[Task material]

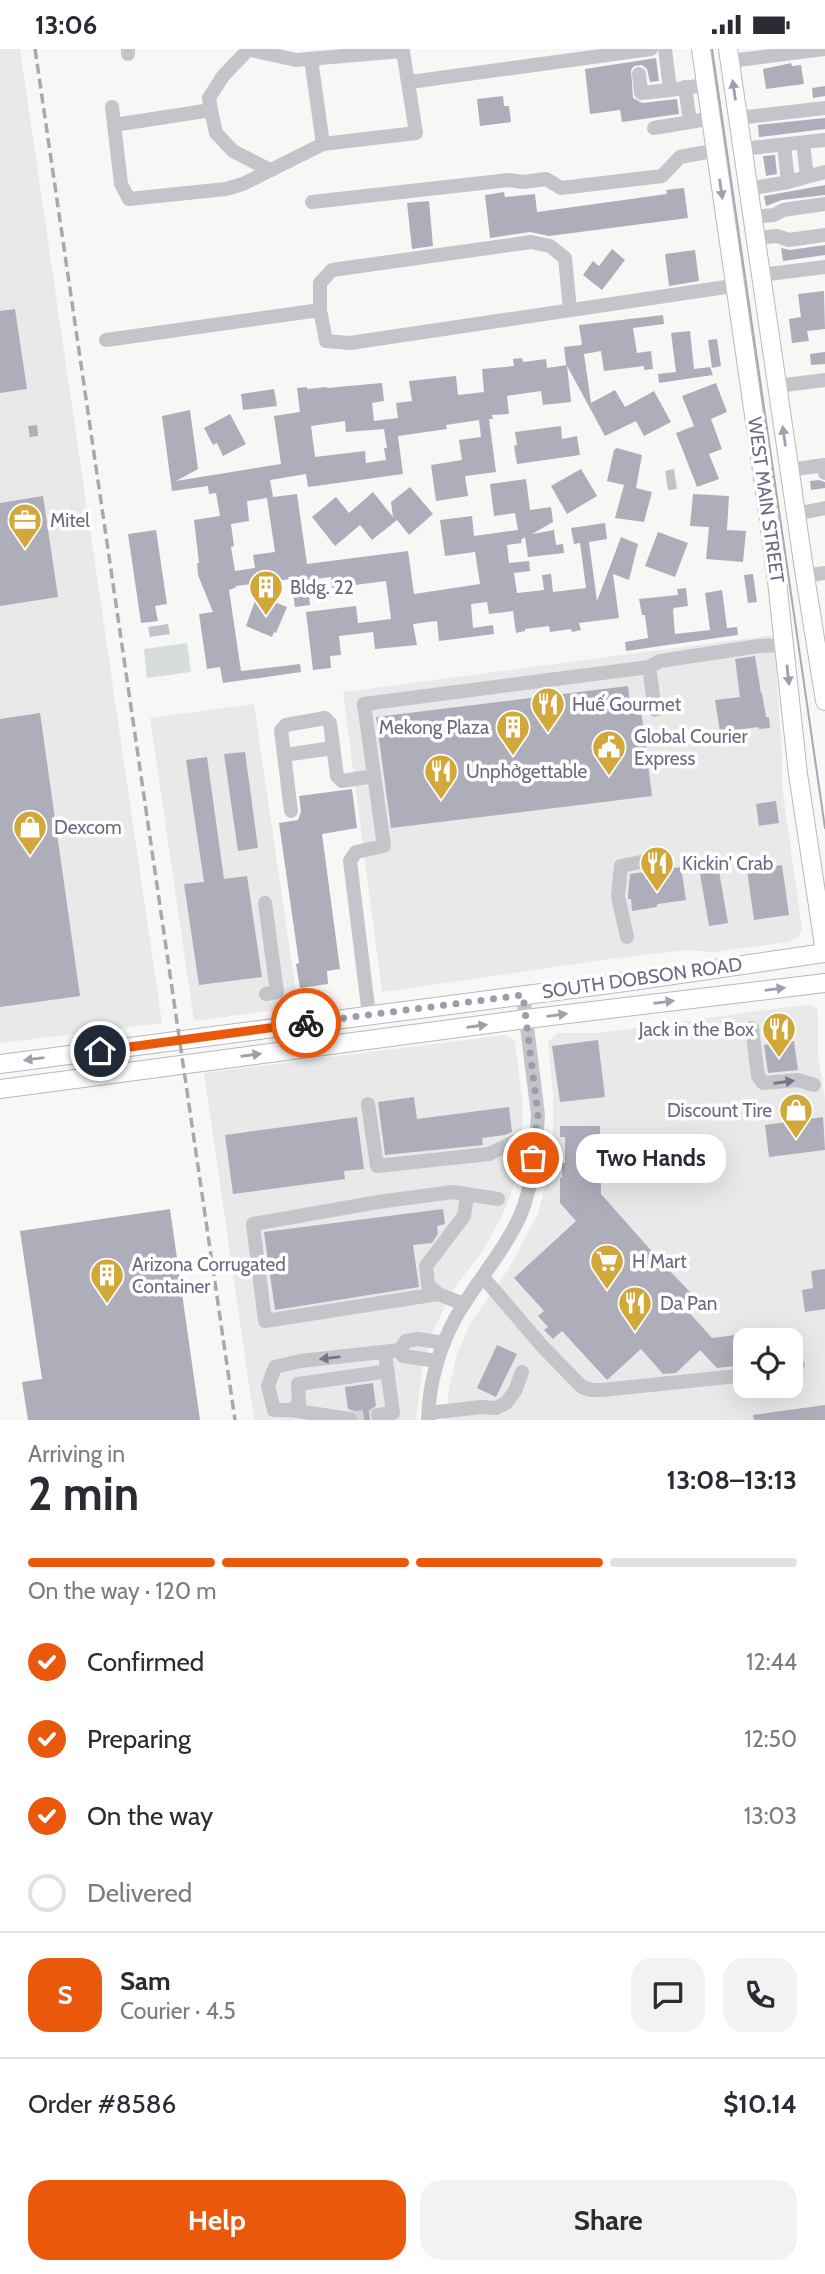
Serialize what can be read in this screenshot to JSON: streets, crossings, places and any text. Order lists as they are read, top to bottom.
{
  "streets": {
    "main road": ["WEST MAIN STREET", "SOUTH DOBSON ROAD"]
  },
  "crossings": [
    ["WEST MAIN STREET", "SOUTH DOBSON ROAD"]
  ],
  "places": {
    "office": ["Mitel"],
    "building": ["Bldg. 22", "Mekong Plaza", "Arizona Corrugated Container"],
    "restaurant": [
      "Huế Gourmet",
      "Unphởgettable",
      "Kickin' Crab",
      "Jack in the Box",
      "Da Pan"
    ],
    "public building": ["Global Courier Express"],
    "shop": ["Dexcom", "Discount Tire"],
    "other": ["Two Hands"],
    "supermarket": ["H Mart"]
  },
  "page": {
    "status": "13:06",
    "bubble": "Two Hands",
    "heading": ["2 min", "Arriving in", "13:08–13:13"],
    "panel": [
      "Sam",
      "Courier · 4.5",
      "Order #8586",
      "$10.14"
    ],
    "bar": "On the way · 120 m",
    "list": [
      ["Confirmed", "12:44"],
      ["Preparing", "12:50"],
      ["On the way", "13:03"],
      "Delivered"
    ],
    "round": "S",
    "buttons": ["Help", "Share"]
  }
}
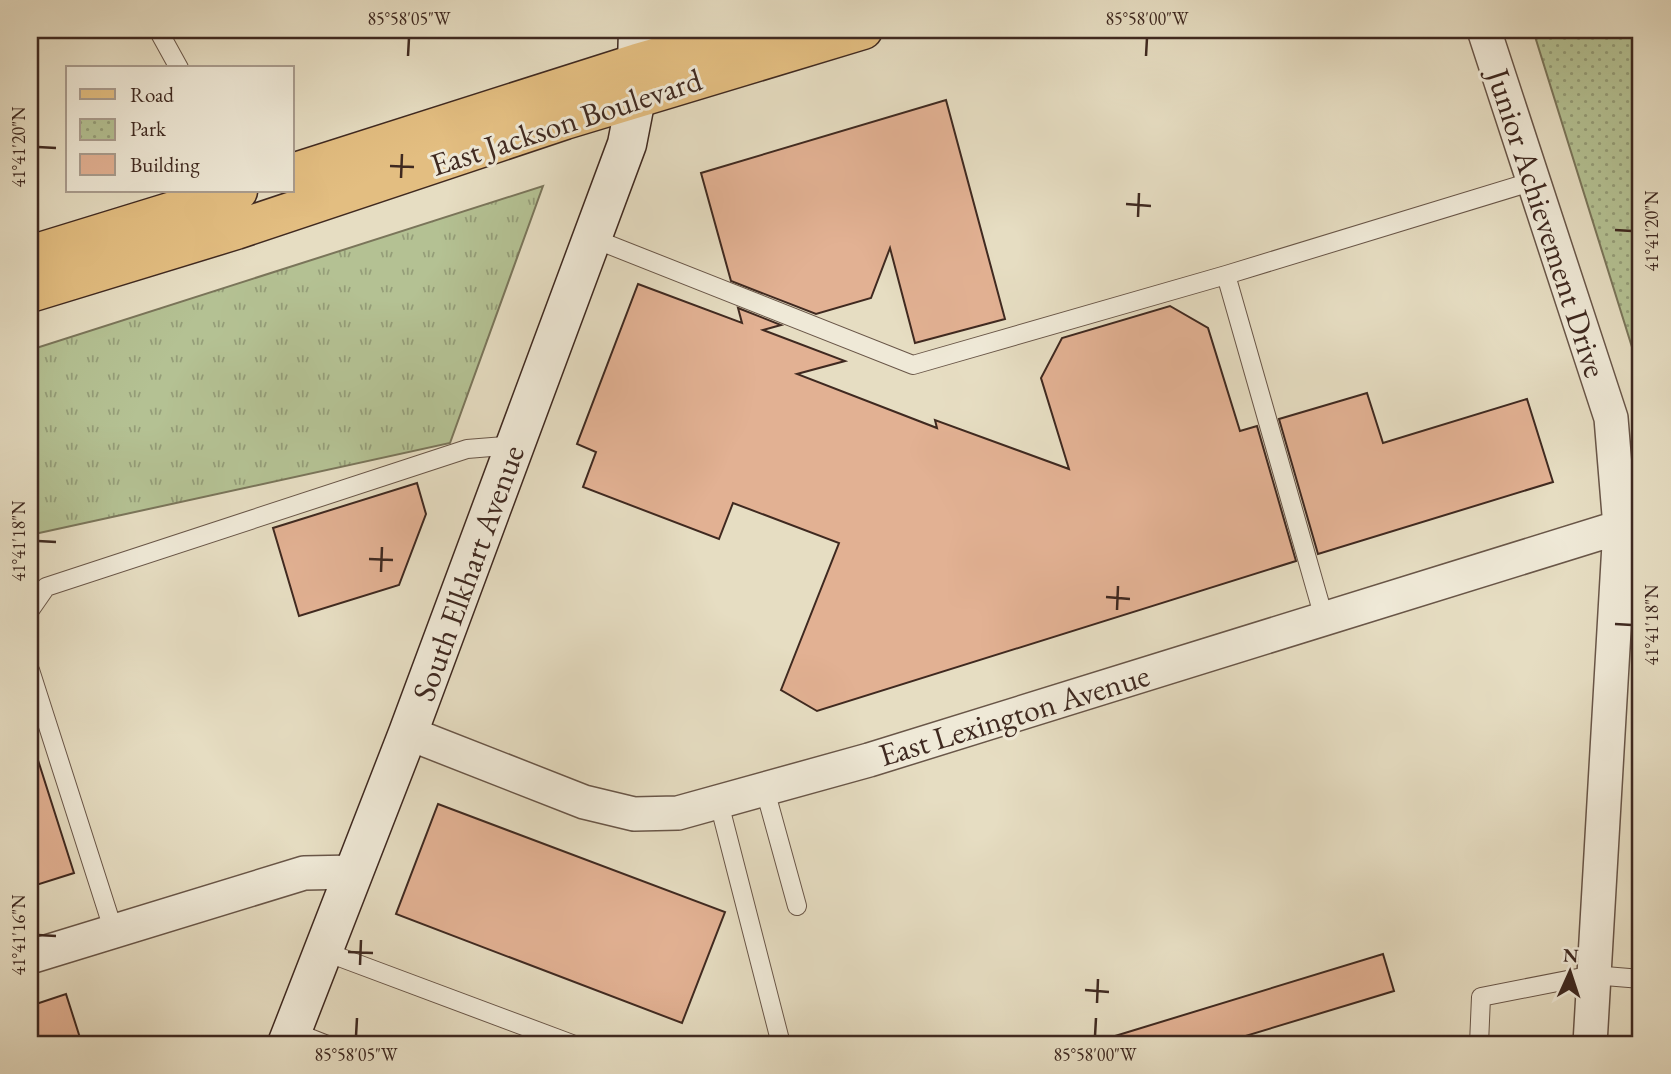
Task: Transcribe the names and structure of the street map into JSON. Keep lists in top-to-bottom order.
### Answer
{
  "streets": {
    "main road": ["East Jackson Boulevard", "South Elkhart Avenue"],
    "street": ["Junior Achievement Drive", "East Lexington Avenue"]
  },
  "crossings": [
    ["East Jackson Boulevard", "South Elkhart Avenue"],
    ["Junior Achievement Drive", "East Lexington Avenue"],
    ["South Elkhart Avenue", "East Lexington Avenue"]
  ],
  "legend": ["Road", "Park", "Building"],
  "north": "top",
  "coordinates": [
    "85°58'05\"W",
    "85°58'00\"W",
    "41°41'20\"N",
    "41°41'18\"N",
    "41°41'16\"N"
  ]
}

[/Task material]

*The task*
The answer is the full set of records printed exactly, less the pictures.

*Written solution*
Serialize what can be read in this screenshot to JSON: streets, crossings, places and any text. Order lists as they are read, top to bottom.
{
  "streets": {
    "main road": ["WEST MAIN STREET", "SOUTH DOBSON ROAD"]
  },
  "crossings": [
    ["WEST MAIN STREET", "SOUTH DOBSON ROAD"]
  ],
  "places": {
    "office": ["Mitel"],
    "building": ["Bldg. 22", "Mekong Plaza", "Arizona Corrugated Container"],
    "restaurant": [
      "Huế Gourmet",
      "Unphởgettable",
      "Kickin' Crab",
      "Jack in the Box",
      "Da Pan"
    ],
    "public building": ["Global Courier Express"],
    "shop": ["Dexcom", "Discount Tire"],
    "other": ["Two Hands"],
    "supermarket": ["H Mart"]
  },
  "page": {
    "status": "13:06",
    "bubble": "Two Hands",
    "heading": ["2 min", "Arriving in", "13:08–13:13"],
    "panel": [
      "Sam",
      "Courier · 4.5",
      "Order #8586",
      "$10.14"
    ],
    "bar": "On the way · 120 m",
    "list": [
      ["Confirmed", "12:44"],
      ["Preparing", "12:50"],
      ["On the way", "13:03"],
      "Delivered"
    ],
    "round": "S",
    "buttons": ["Help", "Share"]
  }
}
Task: Transcribe the names and structure of the street map into JSON. Keep lists in top-to-bottom order.
### Answer
{
  "streets": {
    "main road": ["East Jackson Boulevard", "South Elkhart Avenue"],
    "street": ["Junior Achievement Drive", "East Lexington Avenue"]
  },
  "crossings": [
    ["East Jackson Boulevard", "South Elkhart Avenue"],
    ["Junior Achievement Drive", "East Lexington Avenue"],
    ["South Elkhart Avenue", "East Lexington Avenue"]
  ],
  "legend": ["Road", "Park", "Building"],
  "north": "top",
  "coordinates": [
    "85°58'05\"W",
    "85°58'00\"W",
    "41°41'20\"N",
    "41°41'18\"N",
    "41°41'16\"N"
  ]
}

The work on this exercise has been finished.